The very least we can say about Brexit thus far is that is has woken the public up to how broken our politics is. It's turning into a pretty miserable affair. Just the other day I spoke with a lukewarm supporter of Brexit who said they now wish it had never happened. I have some sympathy with that view in that there is some comfort to be taken in the illusion that things are less broken than they are, but with politics this broken it is our duty and our responsibility to fix it.
Brexit is one of those issues where if you don't see the problem, the chances are, you are the problem, or a component of it. What remainers want is less to do wit their love of the EU as it is their fondness for the status quo. There may be one or two things they want improving or changing but on the whole they are happy with the state as the controller of all things and want to see more central economic planning. What they really want is to continue propping up a failing system and they don't see that it is failing.
Wherever you look you see signs of the dysfunction. People aren't saving, they don't have pensions and everyone is looking to the state to underwrite their choices. Meanwhile the state sustains a massive zombie economy. And for all that, our schools are rubbish, our health system is not coping, policing has all but collapsed and the the gulf between London and the regions, financially, politically and culturally widens by the day.

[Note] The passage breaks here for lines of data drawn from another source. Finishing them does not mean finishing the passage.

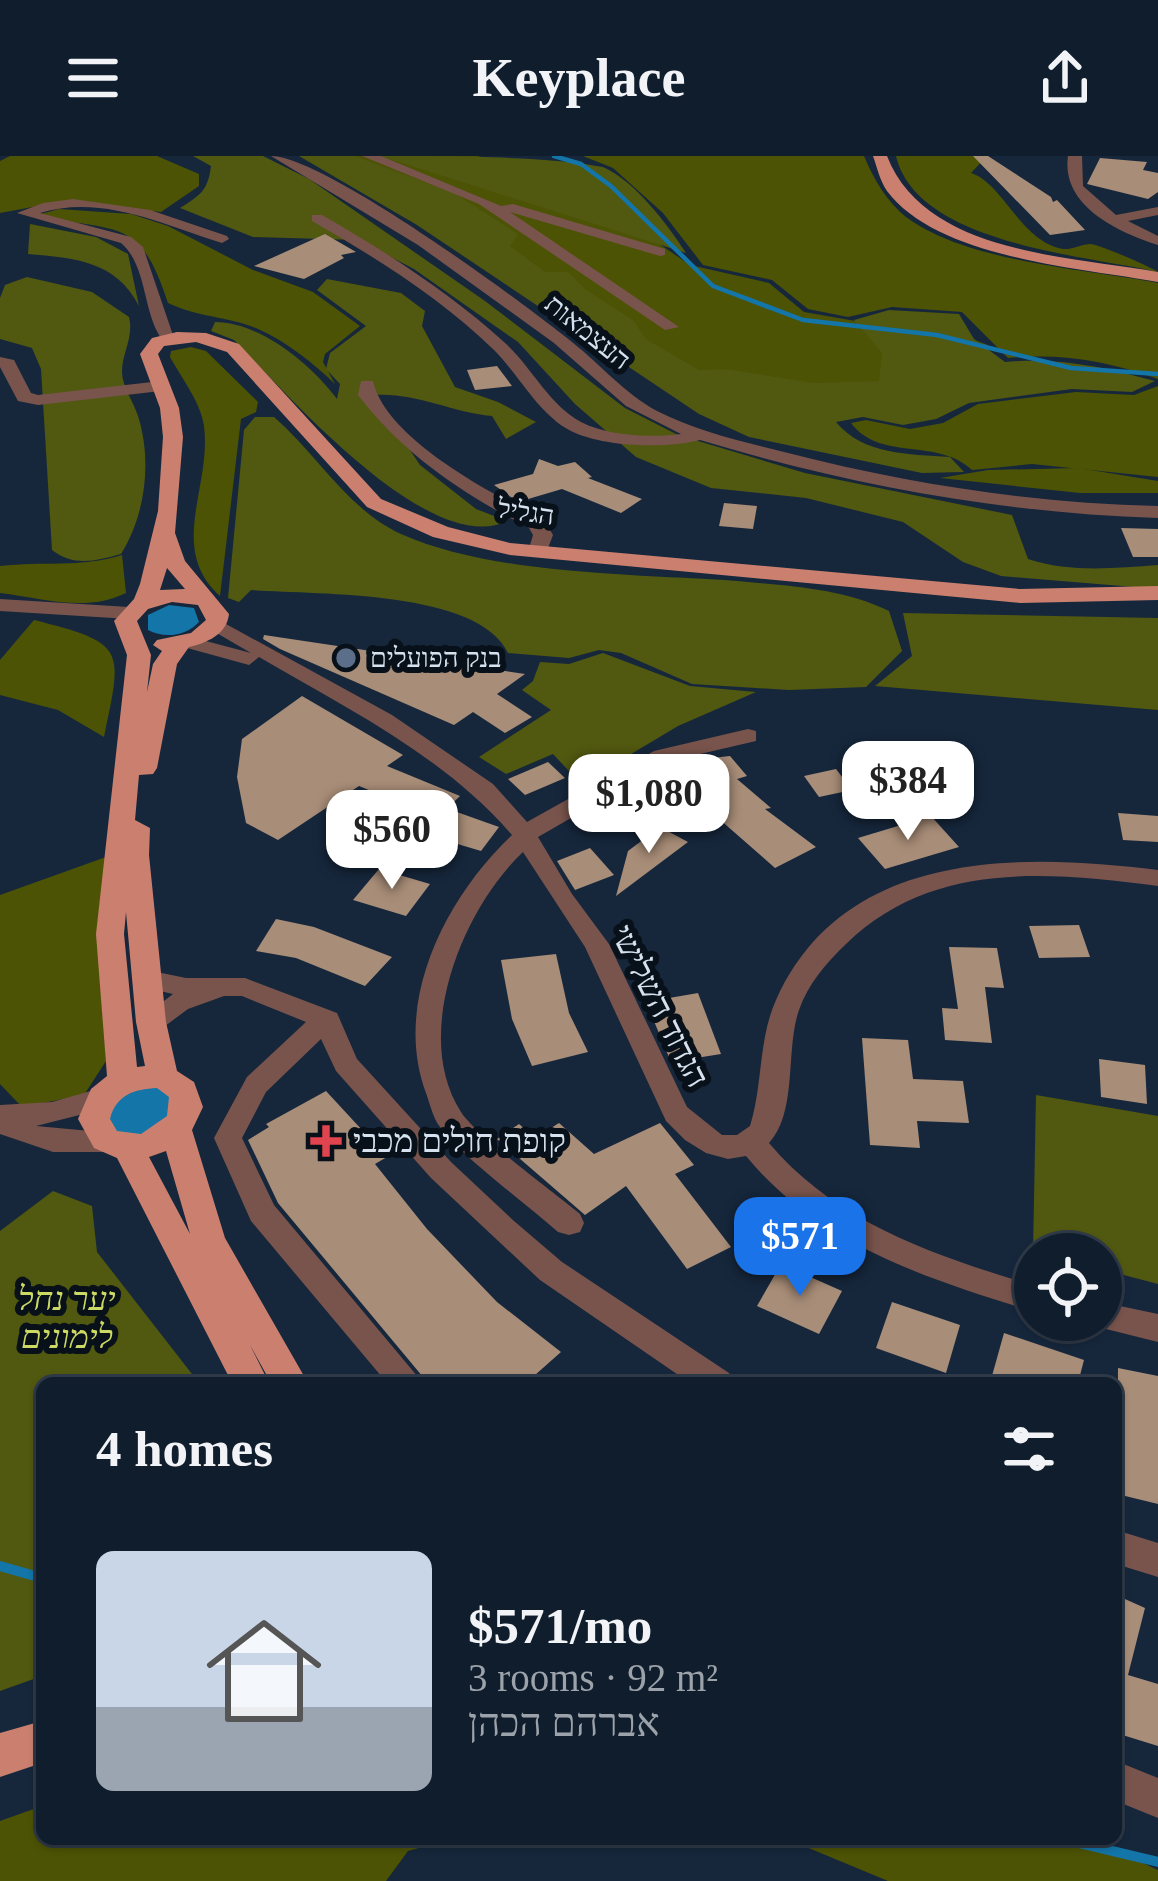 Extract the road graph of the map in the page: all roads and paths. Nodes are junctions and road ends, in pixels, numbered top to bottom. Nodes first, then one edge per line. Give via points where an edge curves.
1 (278, 156) edge
2 (369, 156) edge
3 (880, 156) edge
4 (1075, 156) edge
5 (492, 206) junction
6 (1158, 211) edge
7 (317, 218) dead end
8 (1114, 220) junction
9 (222, 239) dead end
10 (1158, 241) edge
11 (660, 252) dead end
12 (1158, 278) edge
13 (671, 327) dead end
14 (169, 338) junction
15 (0, 362) edge
16 (367, 385) dead end
17 (161, 386) junction
18 (699, 435) junction
19 (1158, 508) edge
20 (164, 531) junction
21 (538, 552) junction
22 (1158, 593) edge
23 (206, 600) junction
24 (0, 604) edge
25 (134, 617) junction
26 (215, 624) junction
27 (184, 643) junction
28 (315, 681) junction
29 (748, 736) dead end
30 (526, 835) junction
31 (1158, 878) edge
32 (147, 979) junction
33 (245, 987) junction
34 (327, 1020) junction
35 (151, 1022) junction
36 (163, 1077) junction
37 (112, 1090) junction
38 (0, 1118) edge
39 (176, 1131) junction
40 (752, 1143) junction
41 (120, 1145) junction
42 (569, 1223) dead end
43 (1014, 1293) edge
44 (1122, 1320) edge
45 (1158, 1328) edge
46 (248, 1377) edge
47 (287, 1377) edge
48 (402, 1377) edge
49 (708, 1377) edge
50 (1122, 1549) edge
51 (1158, 1560) edge
52 (36, 1744) edge
53 (0, 1755) edge
54 (1122, 1783) edge
55 (1158, 1798) edge

1 - 18 street, העצמאות via 454,266 628,400
2 - 5 street
3 - 12 main road via 894,192 944,228
4 - 8 street via 1077,186
5 - 11 street
5 - 13 street
6 - 8 street
7 - 18 street via 380,254 499,346 578,428 631,440
8 - 10 street
9 - 14 street via 122,209 24,213 126,240 137,250
14 - 17 main road via 149,354
14 - 21 main road, הגליל via 233,348 374,503 441,532
15 - 17 street via 8,363 24,397 38,400
16 - 21 street via 384,417 450,479 537,524 544,535
17 - 20 main road via 173,436
18 - 19 street, העצמאות via 894,481 1058,508
20 - 23 main road via 175,563
20 - 25 main road via 155,578
21 - 22 main road, הגליל via 1020,596
23 - 25 main road via 179,594
23 - 26 main road via 218,613
24 - 25 street
25 - 27 main road via 154,645
25 - 37 main road via 139,655 110,934
26 - 27 main road
26 - 28 street, הגדוד השלישי
27 - 28 street, הגדוד השלישי
27 - 32 main road via 166,664 135,847
28 - 30 street, הגדוד השלישי via 436,752 485,789
29 - 30 street via 662,756
30 - 40 street, הגדוד השלישי via 610,970 676,1113 711,1145
30 - 42 street via 491,868 458,922 432,990 428,1032 450,1120
31 - 40 street via 987,867 884,899 836,937 790,998 768,1118
32 - 33 street
32 - 35 main road
33 - 34 street
33 - 35 street via 180,1001
34 - 48 street via 266,1067 228,1138 262,1212
34 - 49 street via 346,1064 502,1230
35 - 36 main road
36 - 37 main road
36 - 39 main road via 188,1099
37 - 38 street via 59,1113
37 - 41 main road via 94,1119 103,1137
38 - 41 street via 26,1137
39 - 41 main road via 154,1144
39 - 47 main road via 209,1241
40 - 43 street via 775,1176 825,1212 891,1248
41 - 46 main road
44 - 45 street
50 - 51 street
52 - 53 main road
54 - 55 street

There are even symptoms on the micro level. My local council has seen fit to replace perfectly adequate wheelie bins with ones half the size. The result of this is bin bags piling up by the side of every bin. For all that we have outsourced more council functions, we are paying more than ever for fewer services while it fails to manage even the basics. No doubt the EU landfill ban and recycling quotas have a lot to do with this.
Very often I'm asked how Brexit will make us better off. I have never made the case that it will. I have never seen it as an economic proposition. More than anything I see Brexit as an opportunity to arrest the decline and free us to take whatever measures are necessary. Britain needs a complete rethink of how we run our affairs and the freedom to innovate in policy. We should not need to grovel to Brussels to change the way we manage public assets.

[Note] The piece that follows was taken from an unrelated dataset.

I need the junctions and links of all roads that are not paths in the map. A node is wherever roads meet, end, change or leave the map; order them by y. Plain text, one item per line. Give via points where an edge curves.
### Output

Much of our dysfunction is blamed on austerity rather than the EU which to me is a cop out. If firehosing the public sector with cash worked then the so-called populist movement in the UK would not have gained traction during the Blair era. The systemic dysfunction in our governance is not a matter of funding. It is everything to do with the culture of our politics and the total absence of meaningful democracy on any level.
More to the point, if our politics is dysfunctional that could be said to be a symptom of a dysfunctional society - one which has grown used to politics as a from of entertainment, picking their team as one might pick a football club to support. The tribal mentality on display is much the same. We have a pastiche of democracy with minimal public participation and we have forgotten what it means to engage with politics.
As disruptive and expensive as Brexit is, I think the verdict speaks to a more primal instinct among voters that we need more substantial change than simply a change of government. A general election does not afford us scope to change the underlying paradigm. Brexit does. It is certainly no guarantee of future prosperity but if done right will put the power back in the hands of the people so that they may be authors of their own destiny. If then this administration fails to deliver Brexit, then we will be back here again eventually for one simple reason: Things cannot continue as they are.